When the Air Force motto team embarked on the project, they committed to Airmen buy-in in an inclusive, well-researched effort, rooted in Air Force culture and identity...

“We took the time to try to get this right,” General Schwartz said. “A service motto belongs to those who serve, and we’ve done our best to give voice to how Airmen feel about serving this nation…

After understanding the shared identity, the motto team began transforming words and concepts into a unifying, enduring and credible motto, said Lt. Col. Clark Groves, lead scientist for the project.

“The research team held more meetings with nearly 250 Airmen on bases in each major command, discussing scores of identifying words and concepts tied to the core Airman identity,” he explained. “These discussions, information from Air Force historical archives and input from total force Airmen, Air Force civilians, retired Airmen, and the public provided the basis for identifying the ideal motto candidates.”

This took nine months of R&D? Anyone who was alive in the ’80s will remember the “aim high” recruiting tagline. And Schwartz, the Air Force’s big cheese, has been using the “fly-fight-win” motto in pep talks since at least 2008. Why, I don’t know. It’s an eminently vapid mission statement, like a football team adopting the creed “Score more points.”

The Air Force does want you to know, however, that its new motto is not just a new recruiting gimmick:

The chief noted an important distinction between slogans and mottos.

“Slogans and ad phrases come and go, but a motto is meant to be passed from one generation of Airmen to another,” Chief Roy said. “This is for the hundreds of thousands of Airmen who now serve, who have served, and who will serve in the future.”

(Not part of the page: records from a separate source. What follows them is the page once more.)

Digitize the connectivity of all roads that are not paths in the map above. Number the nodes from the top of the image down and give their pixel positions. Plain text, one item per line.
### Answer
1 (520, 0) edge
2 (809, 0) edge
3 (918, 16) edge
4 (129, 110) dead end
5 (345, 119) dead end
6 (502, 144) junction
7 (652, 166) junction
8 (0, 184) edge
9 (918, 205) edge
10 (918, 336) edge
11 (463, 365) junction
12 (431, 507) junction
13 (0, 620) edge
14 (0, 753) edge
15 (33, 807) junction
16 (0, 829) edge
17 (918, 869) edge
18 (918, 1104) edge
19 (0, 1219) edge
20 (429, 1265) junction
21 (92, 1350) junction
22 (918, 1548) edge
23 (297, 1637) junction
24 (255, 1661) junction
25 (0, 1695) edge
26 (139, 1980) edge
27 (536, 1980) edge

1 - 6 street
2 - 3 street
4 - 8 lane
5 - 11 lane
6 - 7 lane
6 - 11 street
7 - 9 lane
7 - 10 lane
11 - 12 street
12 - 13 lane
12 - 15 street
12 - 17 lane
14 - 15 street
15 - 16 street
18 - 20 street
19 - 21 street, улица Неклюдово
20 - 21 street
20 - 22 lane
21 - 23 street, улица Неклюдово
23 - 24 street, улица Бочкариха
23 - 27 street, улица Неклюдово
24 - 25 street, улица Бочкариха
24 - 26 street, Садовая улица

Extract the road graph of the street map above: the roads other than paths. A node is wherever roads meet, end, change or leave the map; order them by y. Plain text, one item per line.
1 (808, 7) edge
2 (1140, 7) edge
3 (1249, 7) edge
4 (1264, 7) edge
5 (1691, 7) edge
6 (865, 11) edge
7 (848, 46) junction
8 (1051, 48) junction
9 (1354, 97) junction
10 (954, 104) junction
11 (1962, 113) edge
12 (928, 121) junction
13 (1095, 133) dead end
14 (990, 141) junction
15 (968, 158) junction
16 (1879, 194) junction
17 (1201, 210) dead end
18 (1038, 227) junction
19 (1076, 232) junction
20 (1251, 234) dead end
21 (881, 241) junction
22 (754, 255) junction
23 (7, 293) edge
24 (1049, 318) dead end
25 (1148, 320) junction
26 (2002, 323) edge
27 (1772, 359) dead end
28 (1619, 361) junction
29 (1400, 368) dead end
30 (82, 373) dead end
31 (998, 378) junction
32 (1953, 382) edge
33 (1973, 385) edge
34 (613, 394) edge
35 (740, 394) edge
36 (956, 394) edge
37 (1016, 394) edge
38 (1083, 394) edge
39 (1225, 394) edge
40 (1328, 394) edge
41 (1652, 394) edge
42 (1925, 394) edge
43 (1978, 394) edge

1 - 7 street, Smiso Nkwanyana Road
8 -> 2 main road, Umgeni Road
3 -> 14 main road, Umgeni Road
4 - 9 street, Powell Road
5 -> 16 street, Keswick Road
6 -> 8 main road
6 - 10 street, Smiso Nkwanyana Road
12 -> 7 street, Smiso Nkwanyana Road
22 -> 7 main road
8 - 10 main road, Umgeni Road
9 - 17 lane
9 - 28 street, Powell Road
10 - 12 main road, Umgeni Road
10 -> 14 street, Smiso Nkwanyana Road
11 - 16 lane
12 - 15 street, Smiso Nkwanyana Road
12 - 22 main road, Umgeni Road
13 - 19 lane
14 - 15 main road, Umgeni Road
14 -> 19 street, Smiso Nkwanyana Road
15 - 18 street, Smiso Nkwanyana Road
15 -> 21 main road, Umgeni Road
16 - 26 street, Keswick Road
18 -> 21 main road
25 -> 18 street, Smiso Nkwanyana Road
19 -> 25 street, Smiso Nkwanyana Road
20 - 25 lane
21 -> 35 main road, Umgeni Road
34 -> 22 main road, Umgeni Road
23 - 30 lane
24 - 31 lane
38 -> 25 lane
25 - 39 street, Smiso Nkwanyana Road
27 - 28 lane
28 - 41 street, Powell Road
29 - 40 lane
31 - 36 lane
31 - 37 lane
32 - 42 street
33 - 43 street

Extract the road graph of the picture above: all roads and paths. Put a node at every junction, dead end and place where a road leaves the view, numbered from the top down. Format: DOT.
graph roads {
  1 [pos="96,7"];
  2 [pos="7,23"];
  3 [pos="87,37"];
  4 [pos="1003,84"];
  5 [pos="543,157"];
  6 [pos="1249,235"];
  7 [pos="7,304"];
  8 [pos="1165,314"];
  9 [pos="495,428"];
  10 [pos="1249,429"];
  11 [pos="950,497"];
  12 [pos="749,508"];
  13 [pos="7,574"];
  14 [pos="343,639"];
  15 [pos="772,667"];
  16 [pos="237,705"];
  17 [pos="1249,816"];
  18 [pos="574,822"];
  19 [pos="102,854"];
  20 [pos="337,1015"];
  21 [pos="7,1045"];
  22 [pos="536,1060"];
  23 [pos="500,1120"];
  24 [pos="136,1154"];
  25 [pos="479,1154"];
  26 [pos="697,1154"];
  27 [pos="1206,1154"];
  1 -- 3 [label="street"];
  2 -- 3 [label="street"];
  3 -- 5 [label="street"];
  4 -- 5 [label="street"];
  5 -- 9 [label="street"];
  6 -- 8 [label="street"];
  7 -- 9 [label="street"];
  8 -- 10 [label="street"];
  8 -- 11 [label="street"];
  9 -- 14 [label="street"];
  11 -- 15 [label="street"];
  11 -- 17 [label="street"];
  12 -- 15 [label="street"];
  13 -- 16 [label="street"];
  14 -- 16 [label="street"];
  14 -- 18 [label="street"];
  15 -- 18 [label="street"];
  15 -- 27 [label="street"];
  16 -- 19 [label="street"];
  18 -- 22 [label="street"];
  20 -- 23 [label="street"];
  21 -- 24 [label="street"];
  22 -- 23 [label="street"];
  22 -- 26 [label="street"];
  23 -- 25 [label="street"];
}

I put a call in to the Air Force’s Pentagon-based public affairs office to find out how much this motto business cost. They didn’t know offhand and promised to get back to me—even though the office’s top staffer, Col. Les Kodlick, was on the motto team. Whatever the price tag, it was probably significantly more than it took in 1883 for the Marine Corps to come up with its unforgettable (and weightier) motto, “Semper fidelis.” Or more than it took the Navy—oh, wait, that’s right, the Navy doesn’t have an official motto. Guess it’s been saving its dollars for torpedoes and stuff.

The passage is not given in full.